Russian Lawyer Who Fought Corruption Dies in Prison
Hermitage Fund calls death of Sergei Magnitsky "medieval."
MOSCOW Nov. 18, 2009 -- A Russian tax lawyer working for an investment firm that railed against government corruption died in a Moscow detention center, prompting the head of the company he was representing to charge today that he was "slowly killed through mistreatment in prison."
Sergei Magnitsky, a 37-year-old father of two, died from heart failure and toxic shock Monday night, Russia's Interior Ministry announced Tuesday.
In September, Magnitsky wrote that he had developed pancreatitis and other ailments that were being ignored by prison officials while he was held in "disgusting" conditions.
The lawyer had been arrested nearly a year ago, accused of helping the London-based investment company Hermitage Capital, evade taxes, a charge Hermitage's CEO calls absurd. Hermitage had once been the biggest investor in the Russian stock market, but gotten into hot water with the Russian authorities after alleging widespread corruption.
"They took a perfectly healthy, vital 37-year-old man, and subjected him to such horrific conditions that 11 months later he died in their custody," Hermitage CEO William Browder told ABC News.
"This is not about business, this is about the complete breakdown of the justice system," said Browder. "If you can have an innocent man on trumped-up charges taken hostage and then slowly killed through mistreatment in prison. It's medieval."
Authorities would have been forced to indict or release Magnitsky next week because Russian law does not allow anyone to be kept in pre-trial detentiion for more than a year.
"Which raises all sorts of suspicions about the timing of his death," says Browder. "It's clear the investigators were being forced into a very place where they had a very flimsy case."
In late 2005, Browder was barred from entering Russia after which Hermitage started to divest, leaving behind shell companies with no assets. In June 2007, Hermitage's offices were raided, along with the offices of their law firm Firestone Duncan, where Magnitsky worked.
Magnitsky Testified About Police Corruption
Browder says the policemen who led the raids used seized documents to reregister the shell companies and then claimed a tax rebate of $230 million. The alleged theft by the police was only discovered three months later in an investigation by the firm's lawyers, including Magnitsky.
Shortly after, Hermitage was accused of evading $17.4 million in taxes. Hermitage told its lawyers to leave the country, which several did. Magnitsky stayed behind, testifying against the police officers that spearheaded the $230 million plot.
He was arrested a month after his testimony, held without bail for aiding in the 2001 tax charge that Browder not only vehemently denies, but says Magnitsky couldn't have been a part of because he wasn't involved with the company in question.
"It's totally absurd from any independent vantage point," said Browder. "[Magnitsky] had no formal role to be paying the taxes or evading them. They just needed some pretext to put him in jail.

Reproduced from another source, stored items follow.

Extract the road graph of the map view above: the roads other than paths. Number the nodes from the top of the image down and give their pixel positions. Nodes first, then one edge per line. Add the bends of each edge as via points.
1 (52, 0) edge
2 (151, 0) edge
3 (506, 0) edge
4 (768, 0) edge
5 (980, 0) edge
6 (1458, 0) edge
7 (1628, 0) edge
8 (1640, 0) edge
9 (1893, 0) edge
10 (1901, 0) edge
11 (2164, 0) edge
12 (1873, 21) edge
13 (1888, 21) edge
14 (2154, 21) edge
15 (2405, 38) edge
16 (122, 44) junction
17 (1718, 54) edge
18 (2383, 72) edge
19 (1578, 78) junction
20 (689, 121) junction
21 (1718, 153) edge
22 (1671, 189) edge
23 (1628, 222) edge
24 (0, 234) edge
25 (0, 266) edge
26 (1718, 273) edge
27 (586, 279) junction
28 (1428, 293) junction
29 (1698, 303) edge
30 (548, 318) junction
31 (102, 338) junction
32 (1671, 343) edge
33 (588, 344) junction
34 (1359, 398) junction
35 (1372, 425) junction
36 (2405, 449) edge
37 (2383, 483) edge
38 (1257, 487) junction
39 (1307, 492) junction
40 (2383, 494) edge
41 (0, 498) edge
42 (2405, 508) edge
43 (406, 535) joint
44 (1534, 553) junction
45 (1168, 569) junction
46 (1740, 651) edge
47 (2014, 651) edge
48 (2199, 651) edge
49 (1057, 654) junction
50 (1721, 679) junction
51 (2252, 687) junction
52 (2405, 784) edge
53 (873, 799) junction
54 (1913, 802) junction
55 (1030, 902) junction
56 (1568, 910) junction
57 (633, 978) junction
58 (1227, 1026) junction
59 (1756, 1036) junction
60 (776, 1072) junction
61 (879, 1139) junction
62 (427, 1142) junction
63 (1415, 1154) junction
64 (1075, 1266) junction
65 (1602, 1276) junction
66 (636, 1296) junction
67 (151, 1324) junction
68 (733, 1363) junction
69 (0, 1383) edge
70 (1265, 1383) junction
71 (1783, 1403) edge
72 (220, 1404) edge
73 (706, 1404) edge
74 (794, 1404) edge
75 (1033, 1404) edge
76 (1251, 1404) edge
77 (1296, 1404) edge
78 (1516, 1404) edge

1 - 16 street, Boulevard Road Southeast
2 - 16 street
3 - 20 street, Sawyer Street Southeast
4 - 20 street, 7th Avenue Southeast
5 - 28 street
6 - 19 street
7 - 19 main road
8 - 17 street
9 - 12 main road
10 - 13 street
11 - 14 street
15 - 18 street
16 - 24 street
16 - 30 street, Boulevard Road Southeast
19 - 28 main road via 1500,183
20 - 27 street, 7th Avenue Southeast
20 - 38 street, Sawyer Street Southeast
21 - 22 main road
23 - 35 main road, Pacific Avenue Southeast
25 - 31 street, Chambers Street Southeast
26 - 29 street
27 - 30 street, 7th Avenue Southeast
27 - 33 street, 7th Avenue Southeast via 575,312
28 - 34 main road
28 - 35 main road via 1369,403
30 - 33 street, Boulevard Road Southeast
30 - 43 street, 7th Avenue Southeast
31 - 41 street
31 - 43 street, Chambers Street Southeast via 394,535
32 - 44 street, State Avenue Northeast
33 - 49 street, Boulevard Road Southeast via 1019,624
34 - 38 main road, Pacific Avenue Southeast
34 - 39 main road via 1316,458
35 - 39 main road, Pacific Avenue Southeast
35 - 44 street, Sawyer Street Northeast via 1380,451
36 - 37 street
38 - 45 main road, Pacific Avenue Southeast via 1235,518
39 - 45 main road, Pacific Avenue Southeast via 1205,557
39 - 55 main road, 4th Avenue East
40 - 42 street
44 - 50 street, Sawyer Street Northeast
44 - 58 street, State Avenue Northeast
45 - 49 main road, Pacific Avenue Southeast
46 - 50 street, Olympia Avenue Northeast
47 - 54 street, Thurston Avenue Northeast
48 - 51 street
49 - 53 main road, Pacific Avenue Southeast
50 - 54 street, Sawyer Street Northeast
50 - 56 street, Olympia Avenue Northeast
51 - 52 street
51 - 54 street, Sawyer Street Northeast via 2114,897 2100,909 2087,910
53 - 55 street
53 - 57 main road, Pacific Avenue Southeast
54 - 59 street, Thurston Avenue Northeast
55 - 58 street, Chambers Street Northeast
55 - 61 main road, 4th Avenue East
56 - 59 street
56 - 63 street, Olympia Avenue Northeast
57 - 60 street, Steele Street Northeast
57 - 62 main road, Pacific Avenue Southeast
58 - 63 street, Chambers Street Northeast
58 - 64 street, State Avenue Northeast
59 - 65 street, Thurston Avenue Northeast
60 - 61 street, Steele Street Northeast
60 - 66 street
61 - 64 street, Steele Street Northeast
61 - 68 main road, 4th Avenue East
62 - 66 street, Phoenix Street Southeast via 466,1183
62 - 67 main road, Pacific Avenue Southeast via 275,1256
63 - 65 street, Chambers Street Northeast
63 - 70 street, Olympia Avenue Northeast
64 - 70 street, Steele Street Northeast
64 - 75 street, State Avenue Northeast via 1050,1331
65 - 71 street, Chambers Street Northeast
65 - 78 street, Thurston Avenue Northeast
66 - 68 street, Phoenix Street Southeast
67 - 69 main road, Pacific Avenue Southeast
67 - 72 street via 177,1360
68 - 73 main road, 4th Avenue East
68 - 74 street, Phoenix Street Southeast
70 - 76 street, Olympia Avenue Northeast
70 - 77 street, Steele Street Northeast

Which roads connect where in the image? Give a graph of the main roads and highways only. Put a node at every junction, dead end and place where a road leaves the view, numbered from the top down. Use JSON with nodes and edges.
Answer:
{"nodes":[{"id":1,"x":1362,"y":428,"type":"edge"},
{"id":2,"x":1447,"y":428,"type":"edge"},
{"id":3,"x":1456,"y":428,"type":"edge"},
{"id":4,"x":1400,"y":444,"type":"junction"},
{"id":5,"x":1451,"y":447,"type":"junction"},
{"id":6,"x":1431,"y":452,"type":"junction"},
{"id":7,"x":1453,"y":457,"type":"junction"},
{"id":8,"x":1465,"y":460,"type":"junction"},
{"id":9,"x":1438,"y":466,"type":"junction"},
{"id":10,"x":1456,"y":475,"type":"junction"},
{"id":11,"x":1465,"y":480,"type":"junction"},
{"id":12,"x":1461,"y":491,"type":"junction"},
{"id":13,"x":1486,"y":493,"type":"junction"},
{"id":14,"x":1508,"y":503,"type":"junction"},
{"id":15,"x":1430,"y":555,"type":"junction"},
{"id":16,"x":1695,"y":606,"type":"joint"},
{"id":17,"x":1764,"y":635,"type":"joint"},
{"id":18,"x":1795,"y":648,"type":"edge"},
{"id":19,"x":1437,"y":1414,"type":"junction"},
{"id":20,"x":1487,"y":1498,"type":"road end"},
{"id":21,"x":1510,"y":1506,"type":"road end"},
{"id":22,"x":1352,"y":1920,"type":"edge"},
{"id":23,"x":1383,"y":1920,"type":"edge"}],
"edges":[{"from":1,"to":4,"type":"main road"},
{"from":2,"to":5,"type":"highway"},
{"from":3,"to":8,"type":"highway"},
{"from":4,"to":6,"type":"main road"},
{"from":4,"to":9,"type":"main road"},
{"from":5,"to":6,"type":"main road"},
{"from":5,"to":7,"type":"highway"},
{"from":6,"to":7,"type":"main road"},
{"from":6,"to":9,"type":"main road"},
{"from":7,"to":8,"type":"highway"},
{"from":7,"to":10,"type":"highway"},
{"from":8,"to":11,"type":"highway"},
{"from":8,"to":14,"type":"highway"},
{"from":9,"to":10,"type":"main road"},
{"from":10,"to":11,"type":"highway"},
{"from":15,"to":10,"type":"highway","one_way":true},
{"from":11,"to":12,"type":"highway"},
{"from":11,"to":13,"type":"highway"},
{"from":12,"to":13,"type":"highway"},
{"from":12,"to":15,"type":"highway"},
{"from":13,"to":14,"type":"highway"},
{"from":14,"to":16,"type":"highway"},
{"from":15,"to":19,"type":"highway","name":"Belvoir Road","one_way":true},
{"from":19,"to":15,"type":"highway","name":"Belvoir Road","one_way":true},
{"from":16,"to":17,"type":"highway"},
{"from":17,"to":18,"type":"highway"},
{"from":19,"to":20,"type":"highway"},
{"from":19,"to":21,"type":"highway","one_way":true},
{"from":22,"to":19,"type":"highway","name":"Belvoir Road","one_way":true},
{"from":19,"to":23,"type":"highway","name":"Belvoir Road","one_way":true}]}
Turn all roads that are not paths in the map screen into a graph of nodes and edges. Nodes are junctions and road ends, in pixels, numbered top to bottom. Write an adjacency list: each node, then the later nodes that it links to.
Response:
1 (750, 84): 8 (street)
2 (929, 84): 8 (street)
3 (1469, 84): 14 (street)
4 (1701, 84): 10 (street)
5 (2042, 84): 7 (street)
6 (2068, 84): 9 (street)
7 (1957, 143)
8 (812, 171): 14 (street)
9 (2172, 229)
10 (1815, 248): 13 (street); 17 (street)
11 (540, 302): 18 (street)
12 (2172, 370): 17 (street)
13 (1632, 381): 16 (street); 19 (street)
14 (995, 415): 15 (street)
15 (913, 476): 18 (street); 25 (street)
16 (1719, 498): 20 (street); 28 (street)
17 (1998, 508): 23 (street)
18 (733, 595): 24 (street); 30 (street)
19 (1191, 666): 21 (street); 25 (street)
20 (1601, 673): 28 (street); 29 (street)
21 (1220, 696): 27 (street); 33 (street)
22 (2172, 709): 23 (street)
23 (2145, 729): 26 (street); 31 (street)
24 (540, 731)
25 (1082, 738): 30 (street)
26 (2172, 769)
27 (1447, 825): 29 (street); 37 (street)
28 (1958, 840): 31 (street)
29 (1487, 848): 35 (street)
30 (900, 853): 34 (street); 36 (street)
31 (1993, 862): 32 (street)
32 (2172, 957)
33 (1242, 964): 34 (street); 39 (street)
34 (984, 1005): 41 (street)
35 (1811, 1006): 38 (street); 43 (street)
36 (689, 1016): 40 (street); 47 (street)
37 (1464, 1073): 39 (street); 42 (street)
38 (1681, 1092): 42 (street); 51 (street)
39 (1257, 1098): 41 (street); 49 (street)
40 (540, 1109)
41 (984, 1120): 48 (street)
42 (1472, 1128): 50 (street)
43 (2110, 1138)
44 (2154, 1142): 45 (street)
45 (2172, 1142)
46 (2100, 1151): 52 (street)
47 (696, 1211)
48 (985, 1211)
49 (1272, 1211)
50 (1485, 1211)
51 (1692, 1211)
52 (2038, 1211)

It didn't matter for them what it was."
He was held without bail, told that he would be released if he confessed to being complicit with Browder's alleged crimes, says the Hermitage CEO. Instead, Magnitsky filed numerous legal complaints with the authorities in vain attempts to secure his release.
"He's a very brave man and a hero to be standing up against corruption in such a dangerous place," says Browder. "He was such a man of the law that he believed that if he put everything out in the open, he could change the system not just for himself but for everybody."
In September, Magnitsky filed a 40-page document detailing the lack of care for his pancreatitis, gallbladder stones and calculous cholesystitis. An Interior Ministry spokeswoman says they never received it and that he never complained of health problems.
"The medical examination and treatment prescribed to me are not being carried out, multiple requests to see a doctor were essentially ignored," Magnitsky wrote in papers Hermitage released to the media.
He also described the Butyrskaya detention center's "disgusting sanitation and poor hygienic conditions.""Toilets in all cells are just a hole in the floor, in most cells it is not partitioned from the rest of the cell. In most cases, inmate beds are located less than a meter from the toilet," he wrote.
Hermitage Intends to Investigate Magnitsky's Death
Magnitsky's lawyers tried to visit him on Monday but were told he could not leave his cell because he was sick. Tuesday morning, his mother arrived at the prison with some personal effects, but was told her son had been transferred to another facility. There, she was told her son was dead.
An autopsy will be performed on Magnitsky to determine the cause of death and Hermitage has said they will conduct an independent investigation.